**Aim of the exercise**
Return all the entries. Match them word for word.

**Dataset records**
++++++++++

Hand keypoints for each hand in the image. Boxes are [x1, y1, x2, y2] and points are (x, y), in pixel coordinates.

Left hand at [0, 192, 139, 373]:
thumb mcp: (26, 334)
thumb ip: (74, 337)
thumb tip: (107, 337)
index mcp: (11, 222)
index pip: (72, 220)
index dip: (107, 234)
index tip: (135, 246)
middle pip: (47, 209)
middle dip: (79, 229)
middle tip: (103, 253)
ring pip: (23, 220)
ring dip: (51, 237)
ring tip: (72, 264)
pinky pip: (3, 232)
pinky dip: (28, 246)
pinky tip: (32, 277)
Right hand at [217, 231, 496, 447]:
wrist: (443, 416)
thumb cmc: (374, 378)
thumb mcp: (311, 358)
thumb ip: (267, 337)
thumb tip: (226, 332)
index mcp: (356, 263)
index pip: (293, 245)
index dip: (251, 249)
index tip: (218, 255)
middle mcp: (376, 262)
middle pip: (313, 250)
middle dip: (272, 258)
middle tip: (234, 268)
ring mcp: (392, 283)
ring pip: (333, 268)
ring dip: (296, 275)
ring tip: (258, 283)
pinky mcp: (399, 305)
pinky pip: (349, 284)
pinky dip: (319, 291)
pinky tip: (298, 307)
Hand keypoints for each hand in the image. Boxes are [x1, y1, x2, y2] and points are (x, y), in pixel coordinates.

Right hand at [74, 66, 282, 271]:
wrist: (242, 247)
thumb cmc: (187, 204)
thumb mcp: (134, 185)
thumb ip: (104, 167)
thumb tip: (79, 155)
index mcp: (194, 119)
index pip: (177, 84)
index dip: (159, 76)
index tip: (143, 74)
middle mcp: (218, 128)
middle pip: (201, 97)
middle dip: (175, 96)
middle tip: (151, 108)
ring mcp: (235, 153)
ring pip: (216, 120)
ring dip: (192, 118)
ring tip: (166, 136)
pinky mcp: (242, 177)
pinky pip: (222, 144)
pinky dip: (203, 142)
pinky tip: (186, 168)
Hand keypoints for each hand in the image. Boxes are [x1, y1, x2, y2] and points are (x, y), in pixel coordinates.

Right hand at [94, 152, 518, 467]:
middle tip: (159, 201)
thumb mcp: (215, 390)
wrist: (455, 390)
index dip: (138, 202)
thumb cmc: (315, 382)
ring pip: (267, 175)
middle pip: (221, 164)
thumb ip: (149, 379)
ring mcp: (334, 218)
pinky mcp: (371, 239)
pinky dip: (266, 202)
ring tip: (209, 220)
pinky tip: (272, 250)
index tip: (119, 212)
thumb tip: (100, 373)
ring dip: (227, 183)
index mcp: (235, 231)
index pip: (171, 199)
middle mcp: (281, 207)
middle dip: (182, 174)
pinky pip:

++++++++++

**Solution**
Hand keypoints for each hand in the image. Boxes are [x1, y1, x2, y2] and points are (x, y), in pixel coordinates.

Left hand at [0, 192, 139, 373]:
thumb mcp: (26, 334)
thumb ip: (74, 337)
thumb tip: (107, 337)
index mcp: (11, 222)
index pip: (72, 220)
index dip: (107, 234)
index tip: (135, 246)
middle pip: (47, 209)
middle dip: (79, 229)
middle tip: (103, 253)
ring pip: (23, 220)
ring dip: (51, 237)
ring tip: (72, 264)
pinky pip: (3, 232)
pinky dip: (28, 246)
pinky tip: (32, 277)
Right hand at [217, 231, 496, 447]:
wrist: (443, 416)
thumb cmc: (374, 378)
thumb mcp: (311, 358)
thumb ip: (267, 337)
thumb tip: (226, 332)
index mcp: (356, 263)
index pip: (293, 245)
index dip: (251, 249)
index tip: (218, 255)
middle mcp: (376, 262)
middle pip: (313, 250)
middle dip: (272, 258)
middle tip: (234, 268)
ring mcp: (392, 283)
ring pip: (333, 268)
ring dip: (296, 275)
ring tip: (258, 283)
pinky mcp: (399, 305)
pinky pip: (349, 284)
pinky dip: (319, 291)
pinky tip: (298, 307)
Hand keypoints for each hand in the image. Boxes are [x1, y1, x2, y2] and points are (x, y), in pixel coordinates.

Right hand at [74, 66, 282, 271]:
wrist: (242, 247)
thumb cmc: (187, 204)
thumb mcp: (134, 185)
thumb ip: (104, 167)
thumb tip: (79, 155)
index mcp: (194, 119)
index pip: (177, 84)
index dip: (159, 76)
index tip: (143, 74)
middle mcp: (218, 128)
middle pip: (201, 97)
middle dip: (175, 96)
middle tip: (151, 108)
ring mcp: (235, 153)
ring pip: (216, 120)
ring dip: (192, 118)
ring tip: (166, 136)
pinky mcp: (242, 177)
pinky pip: (222, 144)
pinky dip: (203, 142)
pinky tip: (186, 168)
Hand keypoints for each hand in the image. Boxes are [x1, y1, x2, y2] and points are (x, y), in pixel coordinates.

Right hand at [94, 152, 518, 467]:
middle tip: (159, 201)
thumb mcp: (215, 390)
wrist: (455, 390)
index dip: (138, 202)
thumb cmc: (315, 382)
ring pip: (267, 175)
middle pip: (221, 164)
thumb ip: (149, 379)
ring mcp: (334, 218)
pinky mcp: (371, 239)
pinky dip: (266, 202)
ring tip: (209, 220)
pinky tip: (272, 250)
index tip: (119, 212)
thumb tip: (100, 373)
ring dip: (227, 183)
index mcp: (235, 231)
index pip: (171, 199)
middle mcp: (281, 207)
middle dip: (182, 174)
pinky pip:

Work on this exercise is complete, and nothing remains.